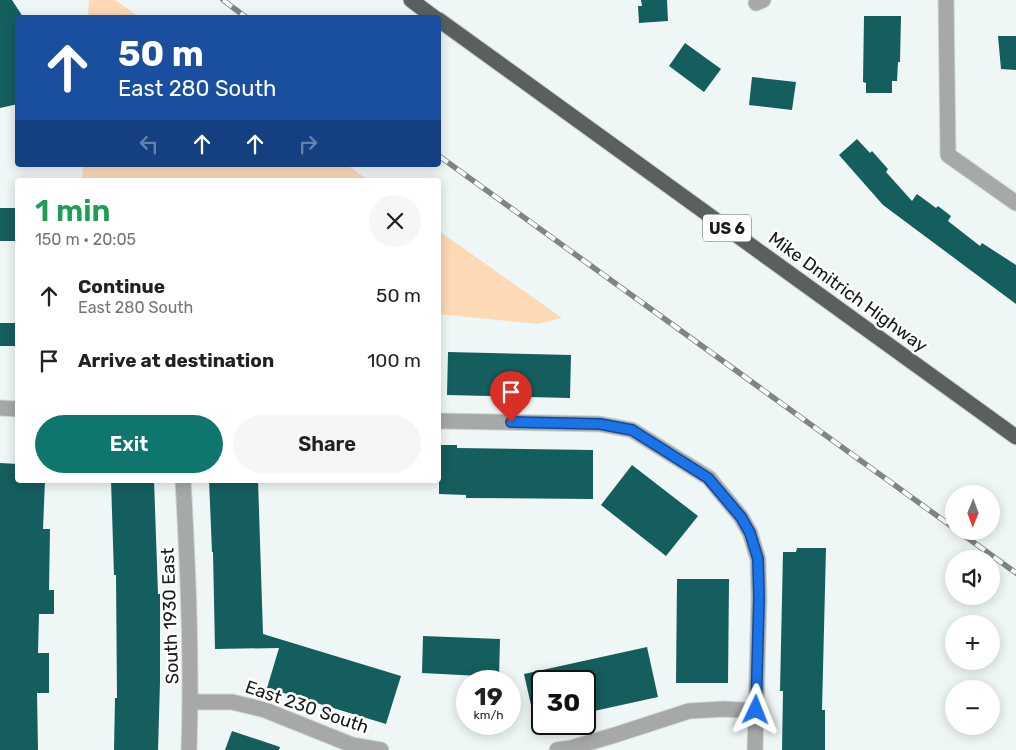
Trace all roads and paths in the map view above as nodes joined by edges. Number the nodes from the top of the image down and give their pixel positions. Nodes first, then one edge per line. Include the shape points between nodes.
1 (411, 0) edge
2 (946, 0) edge
3 (431, 15) edge
4 (441, 21) edge
5 (1016, 203) edge
6 (0, 408) edge
7 (15, 409) edge
8 (441, 421) edge
9 (1016, 437) edge
10 (183, 483) edge
11 (191, 702) junction
12 (756, 710) junction
13 (189, 750) edge
14 (381, 750) edge
15 (557, 750) edge
16 (755, 750) edge

1 - 3 highway
2 - 5 street via 948,155
4 - 9 highway, Mike Dmitrich Highway / US 6
6 - 7 street
8 - 12 street via 600,424 632,430 708,478 741,517 758,559
10 - 11 street, South 1930 East
11 - 13 street, South 1930 East
11 - 14 street, East 230 South via 232,702 265,710 352,745
12 - 15 street via 689,711
12 - 16 street

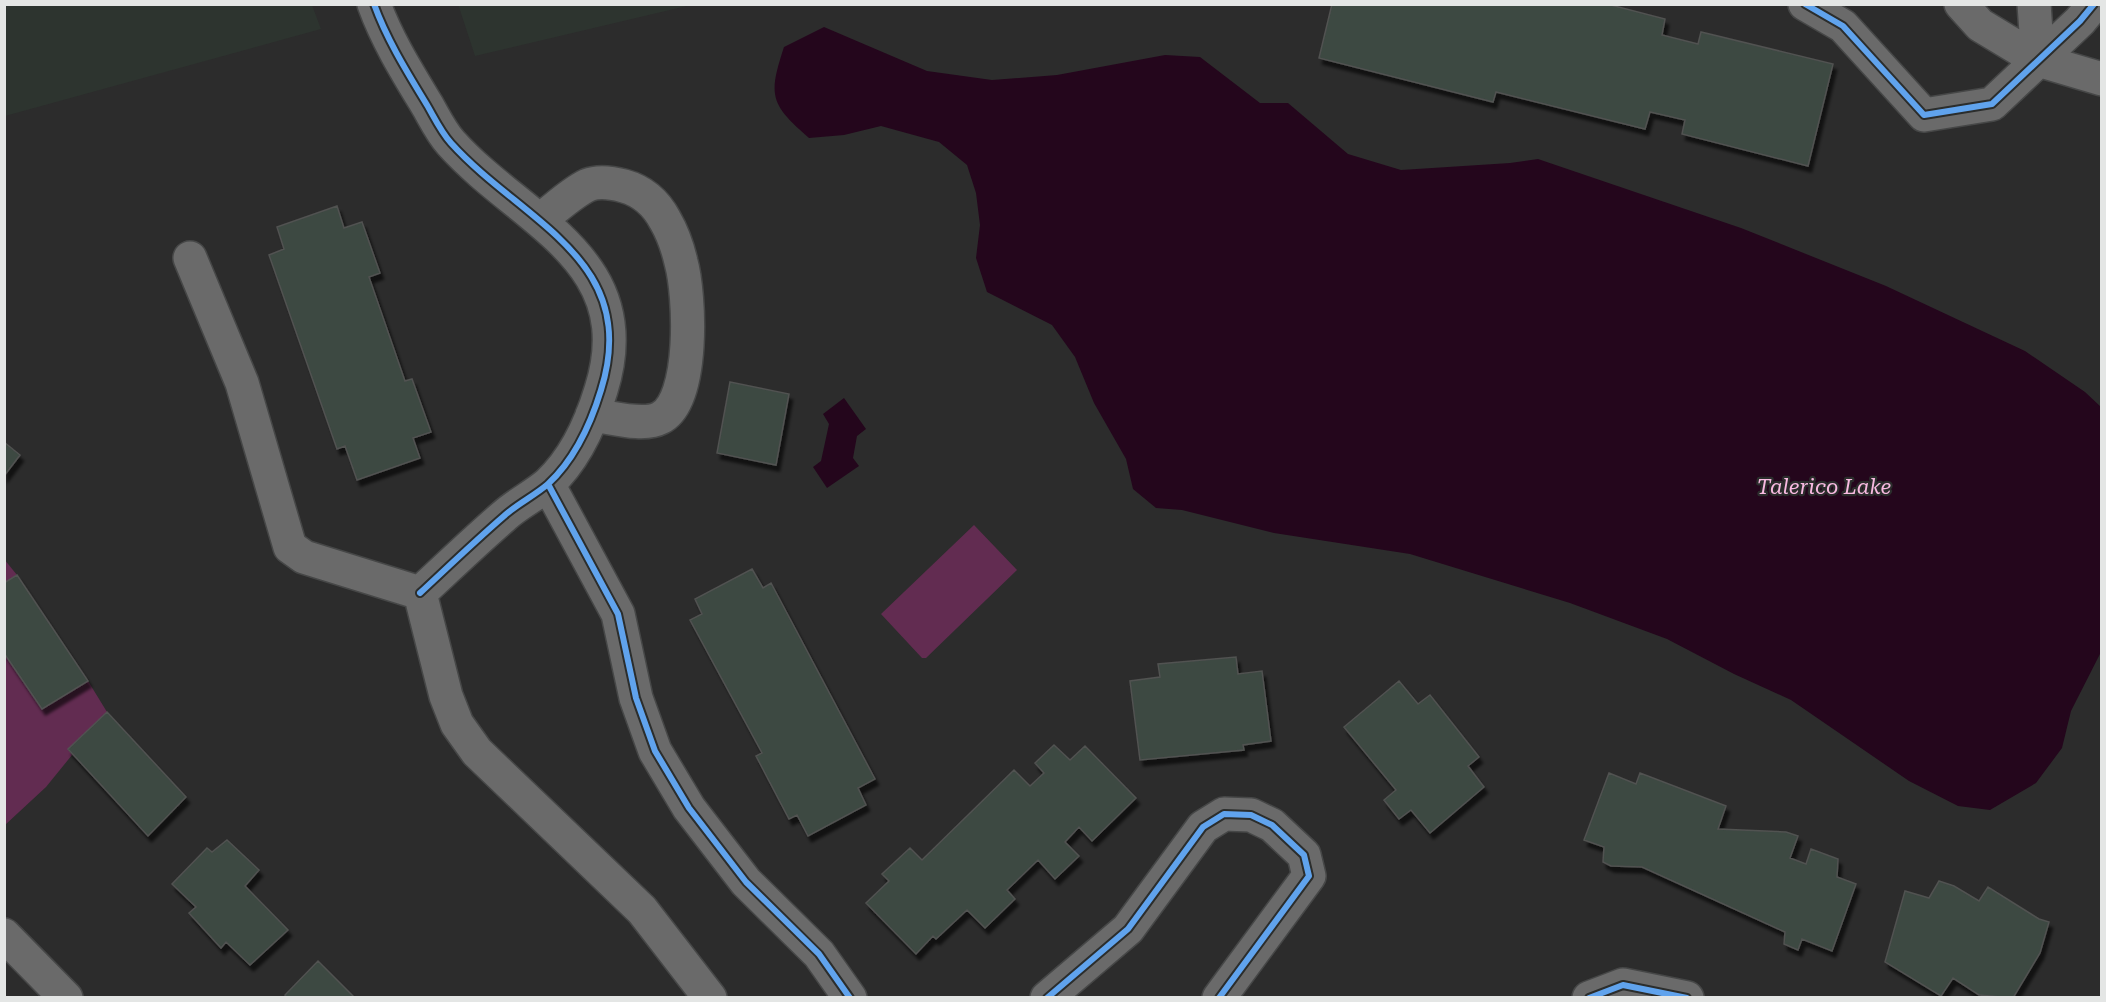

----

▸ HOW TO COMPLETE THIS TASK
Give the listing above again in its entirety, exactly as written and free of images.

▸ RESPONSE AREA
Trace all roads and paths in the map view above as nodes joined by edges. Number the nodes from the top of the image down and give their pixel positions. Nodes first, then one edge per line. Include the shape points between nodes.
1 (411, 0) edge
2 (946, 0) edge
3 (431, 15) edge
4 (441, 21) edge
5 (1016, 203) edge
6 (0, 408) edge
7 (15, 409) edge
8 (441, 421) edge
9 (1016, 437) edge
10 (183, 483) edge
11 (191, 702) junction
12 (756, 710) junction
13 (189, 750) edge
14 (381, 750) edge
15 (557, 750) edge
16 (755, 750) edge

1 - 3 highway
2 - 5 street via 948,155
4 - 9 highway, Mike Dmitrich Highway / US 6
6 - 7 street
8 - 12 street via 600,424 632,430 708,478 741,517 758,559
10 - 11 street, South 1930 East
11 - 13 street, South 1930 East
11 - 14 street, East 230 South via 232,702 265,710 352,745
12 - 15 street via 689,711
12 - 16 street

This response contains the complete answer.